- _ASSIGNMENT_
Produce a verbatim copy of the following records, leaving out all pictures.

- _LISTED ENTRIES_
'''

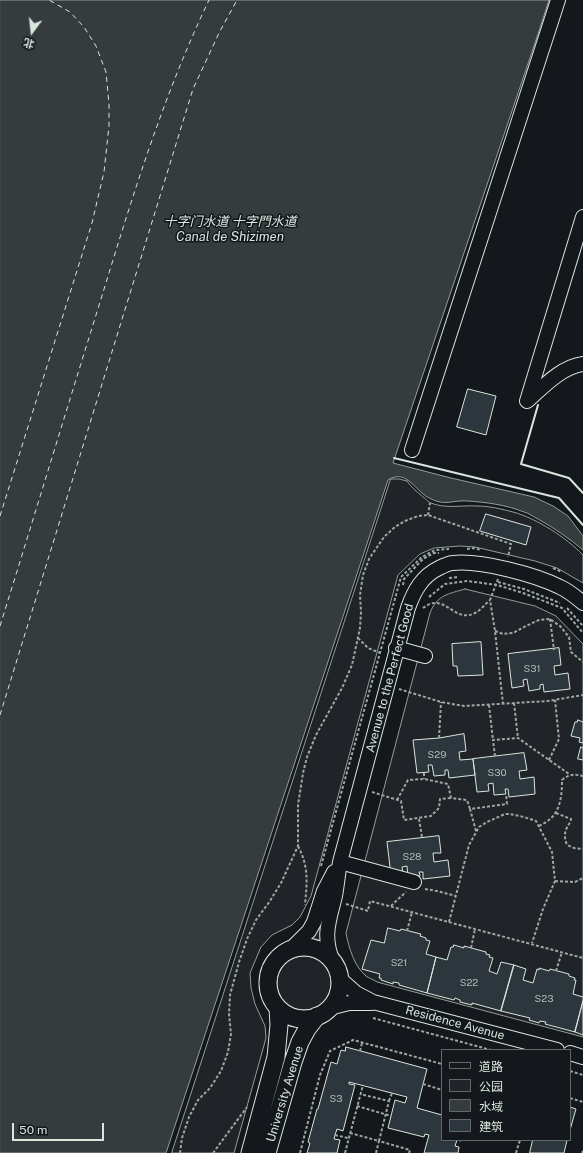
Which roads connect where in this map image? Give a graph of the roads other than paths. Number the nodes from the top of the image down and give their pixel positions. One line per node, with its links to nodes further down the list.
1 (558, 0): 4 (street)
2 (583, 217): 3 (street)
3 (583, 364)
4 (412, 450)
5 (583, 603): 6 (street, Avenue to the Perfect Good)
6 (395, 653): 7 (street); 8 (street, Avenue to the Perfect Good)
7 (425, 656)
8 (340, 862): 9 (street); 10 (street, Avenue to the Perfect Good); 11 (street, Avenue to the Perfect Good)
9 (414, 882)
10 (291, 949): 11 (main road); 14 (main road)
11 (333, 962): 12 (main road)
12 (339, 978): 13 (street, Residence Avenue); 15 (main road)
13 (376, 1003): 15 (street, Residence Avenue); 16 (street, Residence Avenue)
14 (278, 1008): 15 (main road); 19 (main road, University Avenue)
15 (323, 1012): 20 (main road, University Avenue)
16 (553, 1049)
17 (571, 1053): 18 (street)
18 (583, 1057)
19 (250, 1153)
20 (267, 1153)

'''

- _ANSWER SECTION_
Which roads connect where in this map image? Give a graph of the roads other than paths. Number the nodes from the top of the image down and give their pixel positions. One line per node, with its links to nodes further down the list.
1 (558, 0): 4 (street)
2 (583, 217): 3 (street)
3 (583, 364)
4 (412, 450)
5 (583, 603): 6 (street, Avenue to the Perfect Good)
6 (395, 653): 7 (street); 8 (street, Avenue to the Perfect Good)
7 (425, 656)
8 (340, 862): 9 (street); 10 (street, Avenue to the Perfect Good); 11 (street, Avenue to the Perfect Good)
9 (414, 882)
10 (291, 949): 11 (main road); 14 (main road)
11 (333, 962): 12 (main road)
12 (339, 978): 13 (street, Residence Avenue); 15 (main road)
13 (376, 1003): 15 (street, Residence Avenue); 16 (street, Residence Avenue)
14 (278, 1008): 15 (main road); 19 (main road, University Avenue)
15 (323, 1012): 20 (main road, University Avenue)
16 (553, 1049)
17 (571, 1053): 18 (street)
18 (583, 1057)
19 (250, 1153)
20 (267, 1153)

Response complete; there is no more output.